** EXTRACTED INFORMATION follows **

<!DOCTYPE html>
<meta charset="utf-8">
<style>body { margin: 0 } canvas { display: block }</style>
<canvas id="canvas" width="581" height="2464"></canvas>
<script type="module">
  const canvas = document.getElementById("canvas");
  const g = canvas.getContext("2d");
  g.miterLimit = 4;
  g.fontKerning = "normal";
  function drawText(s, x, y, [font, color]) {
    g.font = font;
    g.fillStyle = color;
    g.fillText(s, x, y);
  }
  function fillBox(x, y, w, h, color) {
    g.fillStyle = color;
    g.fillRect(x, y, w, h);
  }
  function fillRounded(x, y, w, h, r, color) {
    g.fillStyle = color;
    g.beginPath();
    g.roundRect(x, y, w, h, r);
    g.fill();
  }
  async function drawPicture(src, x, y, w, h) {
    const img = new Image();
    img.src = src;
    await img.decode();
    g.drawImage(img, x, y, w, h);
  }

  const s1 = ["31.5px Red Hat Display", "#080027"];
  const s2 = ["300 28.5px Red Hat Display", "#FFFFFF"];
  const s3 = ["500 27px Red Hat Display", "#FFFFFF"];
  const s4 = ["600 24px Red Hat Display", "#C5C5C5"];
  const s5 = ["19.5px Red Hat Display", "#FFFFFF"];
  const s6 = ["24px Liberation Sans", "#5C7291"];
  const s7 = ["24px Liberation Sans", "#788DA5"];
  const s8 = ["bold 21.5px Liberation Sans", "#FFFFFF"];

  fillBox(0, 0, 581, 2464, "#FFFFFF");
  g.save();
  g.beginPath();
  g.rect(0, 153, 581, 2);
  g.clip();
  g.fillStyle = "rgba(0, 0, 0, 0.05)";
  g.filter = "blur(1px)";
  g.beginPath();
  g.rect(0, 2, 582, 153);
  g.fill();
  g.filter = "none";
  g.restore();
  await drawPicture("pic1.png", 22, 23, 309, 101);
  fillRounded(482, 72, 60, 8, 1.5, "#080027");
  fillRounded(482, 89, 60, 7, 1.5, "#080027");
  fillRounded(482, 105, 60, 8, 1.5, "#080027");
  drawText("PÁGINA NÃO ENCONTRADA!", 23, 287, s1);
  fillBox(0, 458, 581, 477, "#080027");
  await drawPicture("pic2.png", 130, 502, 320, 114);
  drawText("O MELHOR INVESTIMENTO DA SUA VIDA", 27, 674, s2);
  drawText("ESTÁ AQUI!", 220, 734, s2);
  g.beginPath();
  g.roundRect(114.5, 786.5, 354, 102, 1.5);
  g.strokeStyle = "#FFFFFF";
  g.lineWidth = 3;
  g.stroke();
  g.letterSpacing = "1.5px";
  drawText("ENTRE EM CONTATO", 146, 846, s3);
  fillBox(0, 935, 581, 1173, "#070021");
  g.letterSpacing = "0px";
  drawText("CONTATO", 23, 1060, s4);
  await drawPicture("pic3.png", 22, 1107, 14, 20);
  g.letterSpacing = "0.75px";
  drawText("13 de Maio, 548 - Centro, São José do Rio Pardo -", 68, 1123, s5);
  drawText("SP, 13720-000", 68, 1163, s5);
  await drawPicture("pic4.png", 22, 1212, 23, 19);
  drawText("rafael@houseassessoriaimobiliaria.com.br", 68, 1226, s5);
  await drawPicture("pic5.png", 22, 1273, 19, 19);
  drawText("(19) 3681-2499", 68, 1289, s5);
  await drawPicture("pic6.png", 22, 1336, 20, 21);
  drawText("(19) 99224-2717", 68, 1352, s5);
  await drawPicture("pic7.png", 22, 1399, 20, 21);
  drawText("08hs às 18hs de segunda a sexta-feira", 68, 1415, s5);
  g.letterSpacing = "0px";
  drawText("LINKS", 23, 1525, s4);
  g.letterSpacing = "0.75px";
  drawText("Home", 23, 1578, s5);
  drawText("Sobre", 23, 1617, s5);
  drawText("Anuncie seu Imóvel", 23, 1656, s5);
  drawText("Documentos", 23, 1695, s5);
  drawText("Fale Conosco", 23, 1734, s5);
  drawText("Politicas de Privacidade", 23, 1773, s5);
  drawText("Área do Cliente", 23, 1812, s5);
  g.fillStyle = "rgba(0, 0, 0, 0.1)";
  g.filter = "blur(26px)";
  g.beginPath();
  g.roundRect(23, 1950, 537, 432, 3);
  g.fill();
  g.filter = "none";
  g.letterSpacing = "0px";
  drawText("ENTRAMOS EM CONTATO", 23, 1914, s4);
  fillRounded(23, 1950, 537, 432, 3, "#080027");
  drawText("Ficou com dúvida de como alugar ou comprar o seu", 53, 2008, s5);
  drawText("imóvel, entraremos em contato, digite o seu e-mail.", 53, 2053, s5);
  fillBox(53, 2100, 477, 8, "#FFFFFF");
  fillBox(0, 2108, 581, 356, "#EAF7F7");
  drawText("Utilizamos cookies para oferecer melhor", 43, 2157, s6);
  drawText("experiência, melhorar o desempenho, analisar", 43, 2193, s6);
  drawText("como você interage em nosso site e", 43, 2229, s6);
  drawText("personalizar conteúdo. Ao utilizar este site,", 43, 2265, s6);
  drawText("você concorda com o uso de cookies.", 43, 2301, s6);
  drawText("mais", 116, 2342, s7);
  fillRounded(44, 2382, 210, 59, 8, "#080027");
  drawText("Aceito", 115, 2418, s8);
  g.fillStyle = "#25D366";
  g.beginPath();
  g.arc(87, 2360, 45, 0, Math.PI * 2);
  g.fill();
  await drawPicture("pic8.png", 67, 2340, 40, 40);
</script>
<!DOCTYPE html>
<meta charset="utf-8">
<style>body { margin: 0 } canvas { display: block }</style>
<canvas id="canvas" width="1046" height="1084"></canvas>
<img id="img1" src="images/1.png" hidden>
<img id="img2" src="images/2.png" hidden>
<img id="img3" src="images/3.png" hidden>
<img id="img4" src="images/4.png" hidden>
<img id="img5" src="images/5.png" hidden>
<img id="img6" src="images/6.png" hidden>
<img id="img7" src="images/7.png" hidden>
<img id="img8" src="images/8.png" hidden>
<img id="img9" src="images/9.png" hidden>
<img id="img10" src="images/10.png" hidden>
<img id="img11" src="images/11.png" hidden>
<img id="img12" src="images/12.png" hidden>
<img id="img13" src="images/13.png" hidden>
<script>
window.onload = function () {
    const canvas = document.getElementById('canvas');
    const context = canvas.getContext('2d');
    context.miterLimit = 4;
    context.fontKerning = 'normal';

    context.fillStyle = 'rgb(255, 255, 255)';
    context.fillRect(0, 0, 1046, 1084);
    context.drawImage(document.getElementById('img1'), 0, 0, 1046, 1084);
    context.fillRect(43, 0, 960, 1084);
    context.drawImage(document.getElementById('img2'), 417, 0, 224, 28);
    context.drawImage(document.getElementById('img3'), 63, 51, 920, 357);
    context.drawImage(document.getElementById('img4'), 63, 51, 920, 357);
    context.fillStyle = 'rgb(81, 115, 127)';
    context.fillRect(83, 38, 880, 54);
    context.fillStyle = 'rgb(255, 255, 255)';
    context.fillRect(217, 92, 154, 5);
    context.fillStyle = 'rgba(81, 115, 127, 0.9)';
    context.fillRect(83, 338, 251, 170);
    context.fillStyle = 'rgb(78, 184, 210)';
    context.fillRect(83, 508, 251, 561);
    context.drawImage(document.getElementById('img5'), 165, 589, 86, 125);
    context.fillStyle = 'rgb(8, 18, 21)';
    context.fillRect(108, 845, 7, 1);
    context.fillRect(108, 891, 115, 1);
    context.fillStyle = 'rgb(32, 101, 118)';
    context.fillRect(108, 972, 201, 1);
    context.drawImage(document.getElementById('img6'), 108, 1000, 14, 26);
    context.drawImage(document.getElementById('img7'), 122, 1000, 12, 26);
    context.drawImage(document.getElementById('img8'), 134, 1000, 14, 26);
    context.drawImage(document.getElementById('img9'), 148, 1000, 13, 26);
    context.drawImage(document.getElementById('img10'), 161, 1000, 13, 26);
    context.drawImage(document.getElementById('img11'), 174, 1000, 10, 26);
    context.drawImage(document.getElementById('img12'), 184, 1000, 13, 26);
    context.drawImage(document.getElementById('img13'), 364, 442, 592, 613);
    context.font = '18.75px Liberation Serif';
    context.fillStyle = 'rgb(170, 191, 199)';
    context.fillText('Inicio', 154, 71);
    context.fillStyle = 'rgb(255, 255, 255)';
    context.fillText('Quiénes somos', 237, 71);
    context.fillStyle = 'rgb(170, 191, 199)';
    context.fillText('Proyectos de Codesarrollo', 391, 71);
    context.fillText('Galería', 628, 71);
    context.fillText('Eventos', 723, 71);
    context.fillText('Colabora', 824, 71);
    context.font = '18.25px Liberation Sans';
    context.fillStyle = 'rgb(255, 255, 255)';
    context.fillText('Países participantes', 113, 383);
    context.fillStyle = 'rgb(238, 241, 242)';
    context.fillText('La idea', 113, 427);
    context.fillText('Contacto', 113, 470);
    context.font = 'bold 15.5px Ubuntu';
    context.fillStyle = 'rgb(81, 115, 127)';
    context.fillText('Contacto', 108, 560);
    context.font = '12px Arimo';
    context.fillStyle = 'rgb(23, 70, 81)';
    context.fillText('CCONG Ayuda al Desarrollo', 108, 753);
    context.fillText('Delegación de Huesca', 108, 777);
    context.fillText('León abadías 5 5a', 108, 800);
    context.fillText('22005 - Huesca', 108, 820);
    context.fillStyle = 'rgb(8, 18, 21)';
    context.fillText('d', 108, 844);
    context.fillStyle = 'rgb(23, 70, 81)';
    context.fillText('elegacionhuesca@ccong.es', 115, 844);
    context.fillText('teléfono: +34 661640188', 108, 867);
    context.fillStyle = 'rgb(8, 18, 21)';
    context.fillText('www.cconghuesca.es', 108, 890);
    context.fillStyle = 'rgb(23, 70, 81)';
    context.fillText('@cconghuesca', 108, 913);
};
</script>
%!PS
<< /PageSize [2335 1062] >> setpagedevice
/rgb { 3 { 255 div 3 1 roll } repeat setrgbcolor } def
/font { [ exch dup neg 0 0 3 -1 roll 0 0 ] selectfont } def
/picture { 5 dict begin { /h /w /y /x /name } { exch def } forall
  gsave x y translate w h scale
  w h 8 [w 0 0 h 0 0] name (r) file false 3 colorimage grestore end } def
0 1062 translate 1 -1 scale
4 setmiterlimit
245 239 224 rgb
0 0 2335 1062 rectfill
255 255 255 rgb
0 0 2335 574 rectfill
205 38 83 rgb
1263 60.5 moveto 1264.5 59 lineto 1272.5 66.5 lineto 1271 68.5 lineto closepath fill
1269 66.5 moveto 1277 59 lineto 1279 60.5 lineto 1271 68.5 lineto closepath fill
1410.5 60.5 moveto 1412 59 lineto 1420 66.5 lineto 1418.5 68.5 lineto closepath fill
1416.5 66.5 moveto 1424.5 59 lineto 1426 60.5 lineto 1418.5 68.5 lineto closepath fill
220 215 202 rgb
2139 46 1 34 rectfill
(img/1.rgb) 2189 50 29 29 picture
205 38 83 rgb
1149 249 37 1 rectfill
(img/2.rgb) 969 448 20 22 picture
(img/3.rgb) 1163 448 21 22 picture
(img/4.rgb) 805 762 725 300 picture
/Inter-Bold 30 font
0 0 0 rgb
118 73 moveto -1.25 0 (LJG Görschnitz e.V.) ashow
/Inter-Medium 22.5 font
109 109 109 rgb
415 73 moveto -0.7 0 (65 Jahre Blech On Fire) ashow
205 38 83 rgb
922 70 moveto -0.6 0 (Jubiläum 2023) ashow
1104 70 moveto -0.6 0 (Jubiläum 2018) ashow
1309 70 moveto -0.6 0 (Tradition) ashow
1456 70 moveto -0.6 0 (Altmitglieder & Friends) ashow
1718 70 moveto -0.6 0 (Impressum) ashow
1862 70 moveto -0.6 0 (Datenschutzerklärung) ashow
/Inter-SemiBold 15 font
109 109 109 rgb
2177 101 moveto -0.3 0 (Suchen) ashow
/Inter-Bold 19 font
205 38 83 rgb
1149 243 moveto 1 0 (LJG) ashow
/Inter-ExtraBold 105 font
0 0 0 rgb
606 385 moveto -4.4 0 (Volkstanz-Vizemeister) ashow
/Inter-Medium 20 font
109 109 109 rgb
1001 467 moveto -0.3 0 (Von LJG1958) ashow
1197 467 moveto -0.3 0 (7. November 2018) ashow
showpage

** End of EXTRACTED INFORMATION **

EXERCISE OBJECTIVE – Exactly as they appear above, output the lines of the data from the first through the one that contains "function fillBox(x, y, w, h, color)", and only those lines.

RESULT OF THE EXERCISE –
<!DOCTYPE html>
<meta charset="utf-8">
<style>body { margin: 0 } canvas { display: block }</style>
<canvas id="canvas" width="581" height="2464"></canvas>
<script type="module">
  const canvas = document.getElementById("canvas");
  const g = canvas.getContext("2d");
  g.miterLimit = 4;
  g.fontKerning = "normal";
  function drawText(s, x, y, [font, color]) {
    g.font = font;
    g.fillStyle = color;
    g.fillText(s, x, y);
  }
  function fillBox(x, y, w, h, color) {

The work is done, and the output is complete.